实施例7、HFn-Gd通过泌尿系统排出体外

通过对注射完HFn-Gd 75分钟内裸鼠的肾脏和膀胱进行成像分析，图7 显示肾脏信号从降低到增强，成像逐渐变亮到变暗，图8显示膀胱信号逐渐降低，成像逐渐变亮，表明HFn-Gd经肾脏随产生的尿液流入膀胱暂时贮存，当尿液达到一定数量时，HFn-Gd会随尿液一起排出体外。其代谢途径与商用Gd-DTPA类似，指示更低剂量的使用HFn-Gd既能实现肿瘤的T₁磁共振成像，又能适时的排出体外，不具有潜在的毒性。

以上所述，仅是对本发明的较佳实施例而已，并非对本发明做其他形式的限制，任何熟悉本专业的技术人员可能利用上述揭示的技术内容加以变更为同等变化的等效实施例。凡是未脱离本发明方案内容，依据本发明的技术实质对以下实施例所做的任何简单修改或等同变化，均落在本发明的保护范围内。

Claims

1.一种连接钆基的蛋白复合物，其特征在于，

所述复合物包括能够靶向肿瘤的蛋白质以及连接在蛋白质表面的钆螯合物；所述钆螯合物是由钆元素和带有羧基的螯合剂形成的钆螯合物；所述螯合剂的羧基和所述蛋白质的氨基通过酰胺缩合将所述钆螯合物连接在所述蛋白质的表面；所述蛋白质为人源铁蛋白。

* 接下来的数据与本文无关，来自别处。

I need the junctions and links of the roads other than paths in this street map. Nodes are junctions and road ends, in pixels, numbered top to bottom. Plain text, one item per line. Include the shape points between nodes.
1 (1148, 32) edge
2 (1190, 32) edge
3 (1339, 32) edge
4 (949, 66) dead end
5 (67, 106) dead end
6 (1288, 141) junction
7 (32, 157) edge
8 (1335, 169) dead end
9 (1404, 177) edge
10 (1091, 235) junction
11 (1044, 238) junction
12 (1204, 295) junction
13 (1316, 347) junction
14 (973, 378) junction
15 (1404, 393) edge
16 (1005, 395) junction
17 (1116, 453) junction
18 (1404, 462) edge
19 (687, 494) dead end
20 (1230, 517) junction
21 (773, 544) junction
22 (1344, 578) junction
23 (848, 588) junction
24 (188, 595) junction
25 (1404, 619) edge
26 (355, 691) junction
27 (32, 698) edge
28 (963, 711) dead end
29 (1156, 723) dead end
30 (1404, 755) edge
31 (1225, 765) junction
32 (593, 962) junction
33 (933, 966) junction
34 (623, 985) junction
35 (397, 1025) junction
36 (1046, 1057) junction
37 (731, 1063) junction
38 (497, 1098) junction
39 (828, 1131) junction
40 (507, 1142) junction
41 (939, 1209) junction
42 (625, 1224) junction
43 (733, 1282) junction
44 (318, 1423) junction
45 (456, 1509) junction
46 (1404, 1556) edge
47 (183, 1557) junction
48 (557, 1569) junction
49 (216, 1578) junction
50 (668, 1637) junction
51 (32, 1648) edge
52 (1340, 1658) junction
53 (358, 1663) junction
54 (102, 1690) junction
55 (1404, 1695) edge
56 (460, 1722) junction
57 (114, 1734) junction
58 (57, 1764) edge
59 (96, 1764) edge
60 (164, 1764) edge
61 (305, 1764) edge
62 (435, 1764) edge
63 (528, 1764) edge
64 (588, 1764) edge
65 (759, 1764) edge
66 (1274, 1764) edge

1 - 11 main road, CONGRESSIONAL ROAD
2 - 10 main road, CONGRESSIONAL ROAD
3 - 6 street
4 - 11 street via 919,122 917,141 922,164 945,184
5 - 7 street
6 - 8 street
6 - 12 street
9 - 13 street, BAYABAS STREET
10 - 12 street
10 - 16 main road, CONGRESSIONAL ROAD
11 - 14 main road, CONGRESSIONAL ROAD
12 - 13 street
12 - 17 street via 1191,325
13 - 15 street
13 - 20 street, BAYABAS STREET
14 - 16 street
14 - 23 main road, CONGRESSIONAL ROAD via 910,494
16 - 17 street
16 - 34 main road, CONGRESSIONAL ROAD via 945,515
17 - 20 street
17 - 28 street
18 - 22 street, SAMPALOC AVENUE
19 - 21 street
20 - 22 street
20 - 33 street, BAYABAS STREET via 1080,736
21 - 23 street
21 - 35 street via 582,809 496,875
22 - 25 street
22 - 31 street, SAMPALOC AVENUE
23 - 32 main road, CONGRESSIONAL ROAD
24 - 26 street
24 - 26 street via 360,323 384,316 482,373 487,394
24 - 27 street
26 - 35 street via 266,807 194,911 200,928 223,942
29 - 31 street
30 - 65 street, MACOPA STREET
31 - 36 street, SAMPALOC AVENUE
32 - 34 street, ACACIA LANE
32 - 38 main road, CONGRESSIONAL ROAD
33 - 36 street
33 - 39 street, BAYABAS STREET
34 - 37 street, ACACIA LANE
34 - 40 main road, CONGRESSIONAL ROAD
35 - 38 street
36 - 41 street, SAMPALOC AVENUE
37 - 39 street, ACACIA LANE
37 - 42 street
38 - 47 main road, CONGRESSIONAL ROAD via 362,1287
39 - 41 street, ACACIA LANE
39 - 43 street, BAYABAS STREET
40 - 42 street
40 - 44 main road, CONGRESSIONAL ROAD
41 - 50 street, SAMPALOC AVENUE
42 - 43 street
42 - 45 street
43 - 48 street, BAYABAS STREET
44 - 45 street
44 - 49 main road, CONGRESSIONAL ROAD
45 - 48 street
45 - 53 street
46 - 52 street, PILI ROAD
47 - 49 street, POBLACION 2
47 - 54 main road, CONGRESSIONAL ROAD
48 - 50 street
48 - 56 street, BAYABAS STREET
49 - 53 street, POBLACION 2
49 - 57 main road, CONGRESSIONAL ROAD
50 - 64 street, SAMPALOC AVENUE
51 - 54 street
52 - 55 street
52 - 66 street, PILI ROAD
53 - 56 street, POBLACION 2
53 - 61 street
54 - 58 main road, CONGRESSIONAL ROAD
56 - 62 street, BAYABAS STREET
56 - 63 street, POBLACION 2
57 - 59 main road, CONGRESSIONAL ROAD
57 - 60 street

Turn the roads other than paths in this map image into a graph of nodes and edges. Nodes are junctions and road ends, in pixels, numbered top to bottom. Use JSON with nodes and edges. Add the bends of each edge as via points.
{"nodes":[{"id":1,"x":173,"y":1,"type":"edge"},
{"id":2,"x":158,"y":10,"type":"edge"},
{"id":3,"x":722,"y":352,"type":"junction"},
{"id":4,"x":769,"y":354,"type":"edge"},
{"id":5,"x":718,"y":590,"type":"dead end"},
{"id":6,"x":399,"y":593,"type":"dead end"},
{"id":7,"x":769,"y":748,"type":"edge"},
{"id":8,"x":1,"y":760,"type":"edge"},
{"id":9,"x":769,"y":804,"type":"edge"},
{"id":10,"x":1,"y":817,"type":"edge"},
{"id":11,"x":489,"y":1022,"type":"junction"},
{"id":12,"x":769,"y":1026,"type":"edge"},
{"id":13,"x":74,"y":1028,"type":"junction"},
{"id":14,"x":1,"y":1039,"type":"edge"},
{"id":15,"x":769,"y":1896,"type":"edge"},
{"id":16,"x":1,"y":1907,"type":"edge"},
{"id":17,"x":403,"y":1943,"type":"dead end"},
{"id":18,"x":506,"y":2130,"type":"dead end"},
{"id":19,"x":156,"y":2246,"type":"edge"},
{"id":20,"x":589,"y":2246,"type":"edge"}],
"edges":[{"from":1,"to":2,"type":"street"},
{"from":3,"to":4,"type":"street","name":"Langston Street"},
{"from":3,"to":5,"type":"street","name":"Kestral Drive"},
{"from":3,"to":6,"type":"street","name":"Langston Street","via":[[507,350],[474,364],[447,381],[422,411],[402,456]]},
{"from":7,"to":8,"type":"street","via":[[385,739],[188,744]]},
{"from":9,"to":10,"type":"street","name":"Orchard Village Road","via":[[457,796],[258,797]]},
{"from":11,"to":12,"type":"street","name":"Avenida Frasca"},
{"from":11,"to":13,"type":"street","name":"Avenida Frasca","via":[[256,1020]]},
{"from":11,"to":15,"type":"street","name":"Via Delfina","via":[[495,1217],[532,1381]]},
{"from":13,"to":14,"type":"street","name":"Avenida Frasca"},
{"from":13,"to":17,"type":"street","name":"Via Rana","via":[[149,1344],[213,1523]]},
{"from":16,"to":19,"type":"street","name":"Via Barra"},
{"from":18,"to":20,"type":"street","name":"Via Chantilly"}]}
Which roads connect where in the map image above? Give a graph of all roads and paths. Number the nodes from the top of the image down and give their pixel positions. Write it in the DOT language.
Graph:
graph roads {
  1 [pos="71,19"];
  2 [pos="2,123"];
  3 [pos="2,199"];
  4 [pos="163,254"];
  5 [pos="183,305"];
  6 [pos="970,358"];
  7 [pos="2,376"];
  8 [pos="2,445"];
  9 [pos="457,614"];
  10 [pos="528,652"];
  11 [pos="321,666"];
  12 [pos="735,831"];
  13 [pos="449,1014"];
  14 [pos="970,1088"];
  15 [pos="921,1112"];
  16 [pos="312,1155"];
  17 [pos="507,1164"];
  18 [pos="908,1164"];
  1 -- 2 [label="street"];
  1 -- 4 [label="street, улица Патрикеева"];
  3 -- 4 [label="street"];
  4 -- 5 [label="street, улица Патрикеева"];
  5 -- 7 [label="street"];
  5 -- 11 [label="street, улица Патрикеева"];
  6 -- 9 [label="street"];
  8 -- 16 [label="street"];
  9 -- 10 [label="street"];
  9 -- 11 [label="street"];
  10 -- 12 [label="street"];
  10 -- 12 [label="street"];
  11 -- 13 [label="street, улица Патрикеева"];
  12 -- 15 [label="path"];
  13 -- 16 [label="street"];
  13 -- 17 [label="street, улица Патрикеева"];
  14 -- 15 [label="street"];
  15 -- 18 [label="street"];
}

2.根据权利要求1所述的连接钆基的蛋白复合物，其特征在于，

所述带有羧基的螯合剂选自二乙烯三胺五乙酸(DTPA)、1，4，7，10-四氮杂环十二烷-1，4，7，10-四乙酸(DOTA)、1，4，7，10-四氮杂环十二烷-1，4，7，10-三乙酸(DO3A)、或者4-羧基-5，8，11-三(羧甲基)-1-苯基-2-氧杂-5，8，11-三氮杂十三烷-13-酸(BOPTA)中的一种或任意几种。

3.一种制备权利要求1或2所述的连接钆基的蛋白复合物的方法，其特征在于，所述方法包括如下步骤：

提供能够靶向肿瘤的蛋白质和钆螯合物，利用所述螯合剂的羧基和所述蛋白质的氨基通过酰胺缩合反应将所述钆螯合物连接在所述蛋白质的表面即可以得到所述连接钆基的蛋白复合物。

4.根据权利要求3所述的方法，其特征在于，添加缩合剂促进所述酰胺缩合反应。

5.根据权利要求4所述的方法，其特征在于，所述缩合剂选自EDC和/或NHS。

6.权利要求1或2所述的连接钆基的蛋白复合物在制备造影剂中的应用。

7.根据权利要求6所述的应用，其特征在于，所述造影剂为用于核磁共振的造影剂。

8.根据权利要求7所述的应用，其特征在于，所述造影剂为用于肿瘤诊断或筛查的核磁共振造影剂。

9.根据权利要求8所述的应用，其特征在于，所述肿瘤选自乳腺癌、胰腺癌、肝癌、神经胶质瘤、肺癌、结肠癌、或白血癌。

10.一种造影剂，所述造影剂包括权利要求1或2所述的连接钆基的蛋白复合物。